The MAC1 pattern receptor is selectively expressed on cells of myeloid lineage, such as microglia (Akiyama and McGeer 1990), binds LPS (Wright and Jong 1986; Wright et al. 1989), and was previously identified as a TLR4-independent receptor for LPS in phagocytes (Perera et al. 1997), including microglia (Pei et al. 2007). We have previously shown that MAC1 regulates neurotoxic reactive microglia microgliosis in response to the DA neurotoxin MPTP (Hu et al. 2008), is responsible for LPS-induced extracellular super-oxide production in microglia (Pei et al. 2007), and is a component of LPS-induced DA neurotoxicity (Pei et al. 2007). In addition, other labs have also shown that microglial MAC1 plays a role in α synuclein-induced (Zhang et al. 2007) and neuromelanin-induced (Zhang et al. 2011) DA neurotoxicity, further supporting a key role for MAC1 in microglia-mediated neurotoxicity. In this study, we demonstrate that MAC1 is essential for DEP-induced H2O2 production (Fig. 5) and loss of DA function (Fig. 6), emphasizing a key role for both microglia and this receptor in the deleterious effects of DEP.

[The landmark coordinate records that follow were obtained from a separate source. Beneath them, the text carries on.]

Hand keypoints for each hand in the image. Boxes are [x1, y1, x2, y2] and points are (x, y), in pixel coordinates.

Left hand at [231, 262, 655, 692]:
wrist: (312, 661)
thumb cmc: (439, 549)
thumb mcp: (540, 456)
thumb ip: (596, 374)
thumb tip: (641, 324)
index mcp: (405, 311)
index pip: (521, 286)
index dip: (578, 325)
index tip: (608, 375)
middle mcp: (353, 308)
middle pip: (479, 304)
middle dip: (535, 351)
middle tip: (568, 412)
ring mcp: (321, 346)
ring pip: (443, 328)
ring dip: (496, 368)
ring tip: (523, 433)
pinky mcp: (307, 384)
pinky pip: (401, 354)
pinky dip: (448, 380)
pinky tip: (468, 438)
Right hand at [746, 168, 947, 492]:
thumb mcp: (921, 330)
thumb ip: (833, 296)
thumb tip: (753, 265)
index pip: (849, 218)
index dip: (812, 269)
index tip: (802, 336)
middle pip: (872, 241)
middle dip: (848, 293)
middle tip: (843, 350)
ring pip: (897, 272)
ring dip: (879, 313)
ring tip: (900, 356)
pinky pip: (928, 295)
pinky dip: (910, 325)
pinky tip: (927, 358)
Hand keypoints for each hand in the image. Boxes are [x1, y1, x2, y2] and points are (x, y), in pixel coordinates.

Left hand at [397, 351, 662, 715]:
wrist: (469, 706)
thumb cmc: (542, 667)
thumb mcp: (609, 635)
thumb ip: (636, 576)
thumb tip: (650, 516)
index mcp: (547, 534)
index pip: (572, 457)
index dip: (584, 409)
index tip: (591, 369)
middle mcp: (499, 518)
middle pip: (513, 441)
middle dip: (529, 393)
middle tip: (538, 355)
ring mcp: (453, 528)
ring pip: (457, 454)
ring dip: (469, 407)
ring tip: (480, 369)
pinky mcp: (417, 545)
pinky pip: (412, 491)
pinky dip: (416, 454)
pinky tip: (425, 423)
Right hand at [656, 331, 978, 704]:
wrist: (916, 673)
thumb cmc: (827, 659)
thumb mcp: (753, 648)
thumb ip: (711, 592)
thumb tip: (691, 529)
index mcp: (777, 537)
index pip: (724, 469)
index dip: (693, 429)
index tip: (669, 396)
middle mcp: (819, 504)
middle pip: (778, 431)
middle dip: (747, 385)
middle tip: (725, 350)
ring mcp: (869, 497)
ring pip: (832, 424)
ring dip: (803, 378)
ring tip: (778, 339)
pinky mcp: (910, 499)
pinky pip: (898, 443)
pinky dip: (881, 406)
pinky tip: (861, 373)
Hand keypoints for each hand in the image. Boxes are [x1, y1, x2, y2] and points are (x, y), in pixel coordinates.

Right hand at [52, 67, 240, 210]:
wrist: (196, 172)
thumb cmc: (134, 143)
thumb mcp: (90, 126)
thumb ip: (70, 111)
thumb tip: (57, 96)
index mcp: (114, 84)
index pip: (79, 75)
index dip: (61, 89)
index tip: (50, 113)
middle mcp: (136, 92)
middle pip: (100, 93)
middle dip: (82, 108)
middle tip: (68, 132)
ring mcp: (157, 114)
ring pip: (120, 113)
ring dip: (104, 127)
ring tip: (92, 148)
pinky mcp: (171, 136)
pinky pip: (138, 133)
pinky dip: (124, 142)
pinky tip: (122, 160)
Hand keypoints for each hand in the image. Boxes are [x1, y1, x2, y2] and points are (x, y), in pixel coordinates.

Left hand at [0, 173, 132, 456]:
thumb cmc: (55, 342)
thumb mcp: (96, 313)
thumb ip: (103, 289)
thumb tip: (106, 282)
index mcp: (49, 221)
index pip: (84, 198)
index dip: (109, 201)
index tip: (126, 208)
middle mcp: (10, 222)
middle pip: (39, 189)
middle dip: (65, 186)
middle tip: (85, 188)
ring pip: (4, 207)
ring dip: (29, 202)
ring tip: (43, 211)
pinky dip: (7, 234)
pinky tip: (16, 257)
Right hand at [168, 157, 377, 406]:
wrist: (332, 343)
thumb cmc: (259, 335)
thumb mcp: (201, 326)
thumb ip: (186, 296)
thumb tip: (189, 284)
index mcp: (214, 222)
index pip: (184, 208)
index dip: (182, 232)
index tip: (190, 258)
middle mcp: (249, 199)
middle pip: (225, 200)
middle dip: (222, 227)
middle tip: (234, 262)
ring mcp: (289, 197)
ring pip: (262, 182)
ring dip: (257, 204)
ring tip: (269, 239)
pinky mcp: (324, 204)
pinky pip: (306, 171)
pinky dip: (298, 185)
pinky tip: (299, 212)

In summary, DEP are a complex trigger of microglial activation that cause activated microglial morphology and reactive oxygen species production (superoxide and H2O2), without cytokine (TNFα and IL-1β) or nitric oxide production. Data support that both the adsorbed compounds (eDEP) and the carbon particles (ufCB) are capable of activating microglia and may contribute to the microglial response to DEP. Further, scavenger receptors were shown to mediate internalization and clearance of DEP without H2O2 production, which is likely beneficial. However, MAC1 was shown to mediate the microglia H2O2 response to DEP and the associated loss of DA neuron function, demonstrating a deleterious role for this pattern recognition receptor. While other pattern recognition receptors may also contribute, these data support that DEP can exert deleterious effects through microglia and that the MAC1 pattern recognition receptors may be key to this process, providing much needed insight into the mechanisms through which air pollution can impact the brain.